What about the numerical stability of parameter gradients using Forward-mode autodifferentation? I’m interested in knowing, heuristically or otherwise, the regimes in which this is good/bad/horrible. So things like:
- How/does the stiffness/solution accuracy of the ODE itself translate to the numerical stability of the forward-mode gradient?
- What kinds of functions of the solution are amenable to accurate forward-mode gradients?
- Are there any intutions one would have as to situations in which forward-mode AD through a differential equation will result in heartache?
- Are there any resources containing a mathematical treatment of these particular stability issues?
Why am I asking? I’ll motivate with an example in the ‘horrible’ category. This is a a bursting, conductance-based neuron model (i.e. like the Hodgkin-Huxley equations, but more complicated). I’ve attached an image of plot(sol)
to show this:
…you can see it’s quite stiff.
In the code below, I calculate the l2 difference between the voltage trace of the nominal solution (i.e. fixed parameters), and that of the parameter-varying solution.
Here, loss(prob.p)
is a local minimum, so the true solution is norm(grad)=0
. Instead, norm(grad) = 1.45e6
.
using Pkg
Pkg.add(url="https://github.com/Dhruva2/MyModelMenagerie.jl.git")
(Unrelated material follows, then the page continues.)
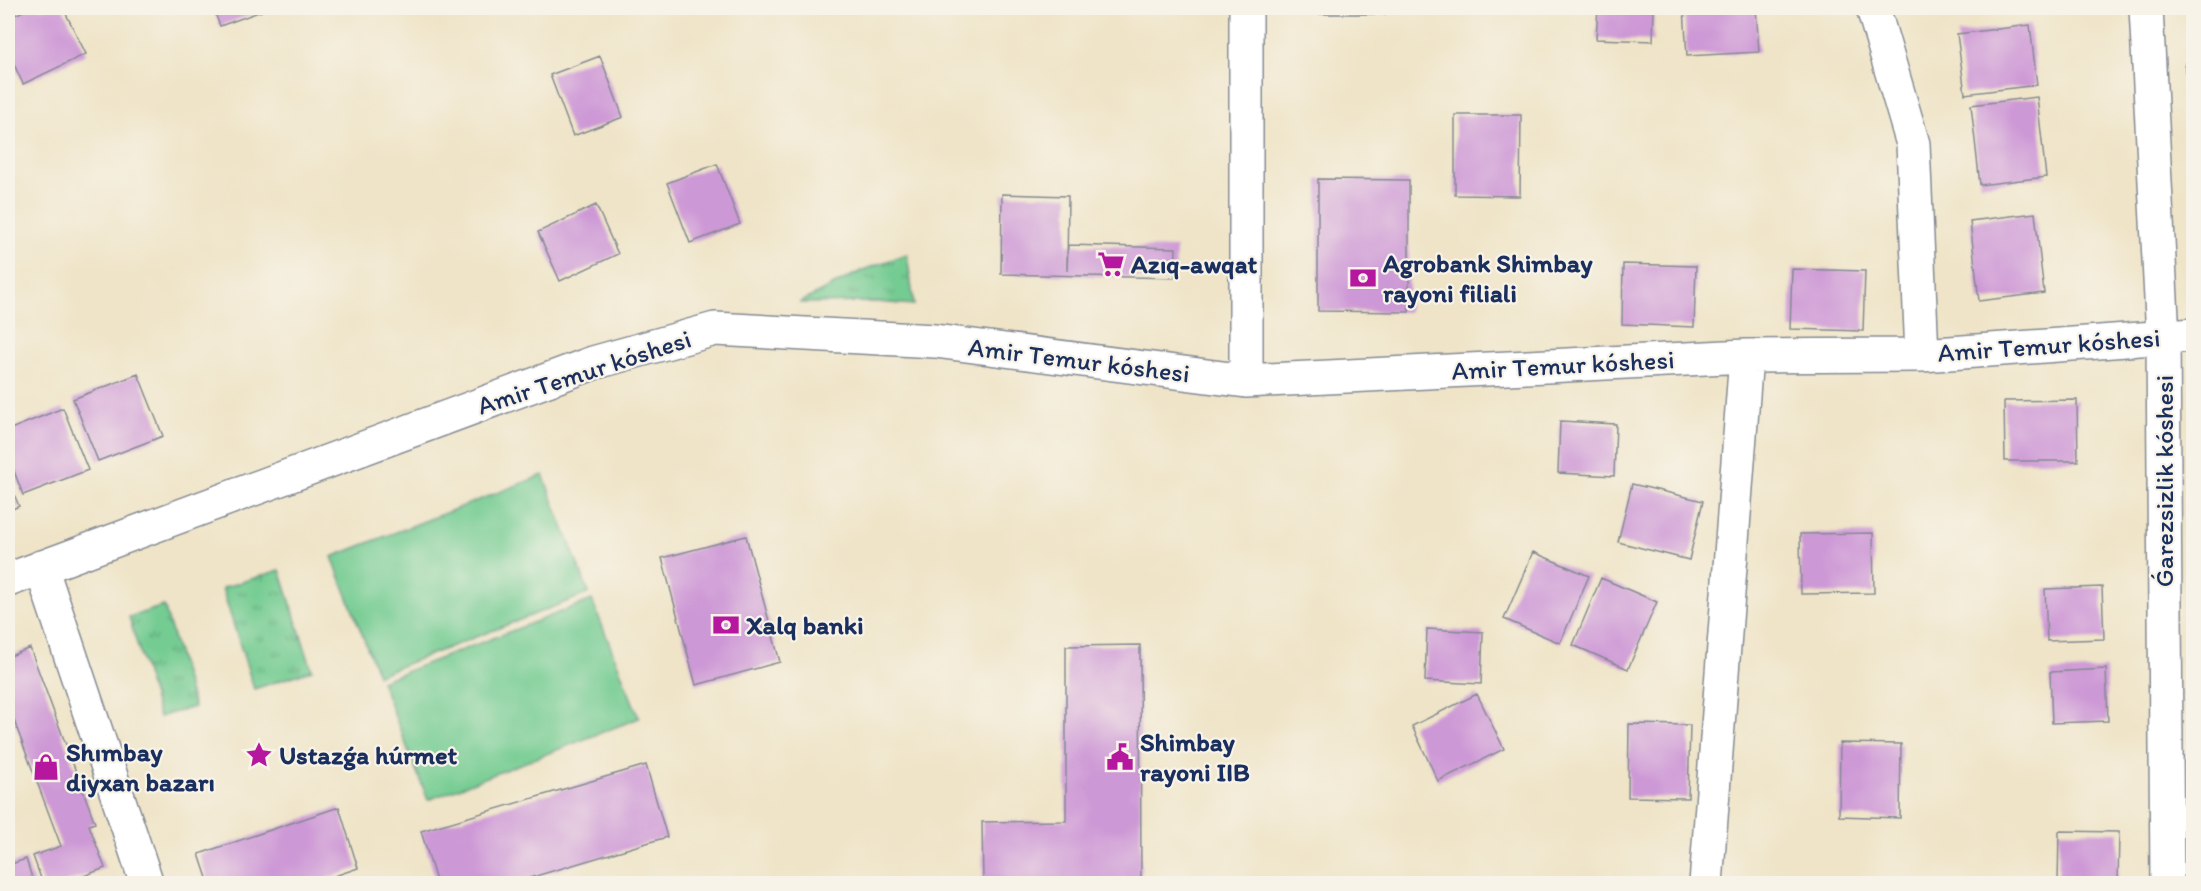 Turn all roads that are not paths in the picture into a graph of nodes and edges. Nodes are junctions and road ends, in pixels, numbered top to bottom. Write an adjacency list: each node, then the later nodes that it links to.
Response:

using MyModelMenagerie, OrdinaryDiffEq, ForwardDiff, Trapz
od,ic, tspan, ps = CalciumNeuron(t->0.)
tspan = (0., 500.)
prob = ODEProblem(od,ic,tspan,ps)
sol = solve(prob, Tsit5())
tsteps = sol.t
function sol_at(p)
pprob = remake(prob, p=p)
psol = solve(pprob, Tsit5(), saveat=tsteps)
end
function loss(p)
return sum(abs2, sol_at(p) - sol)
end
grad = ForwardDiff.gradient(loss, prob.p)
using LinearAlgebra
norm(grad)
Thanks! I realise this is quite involved to answer, but at the very least it can serve as a warning to check the accuracy of your AD gradients!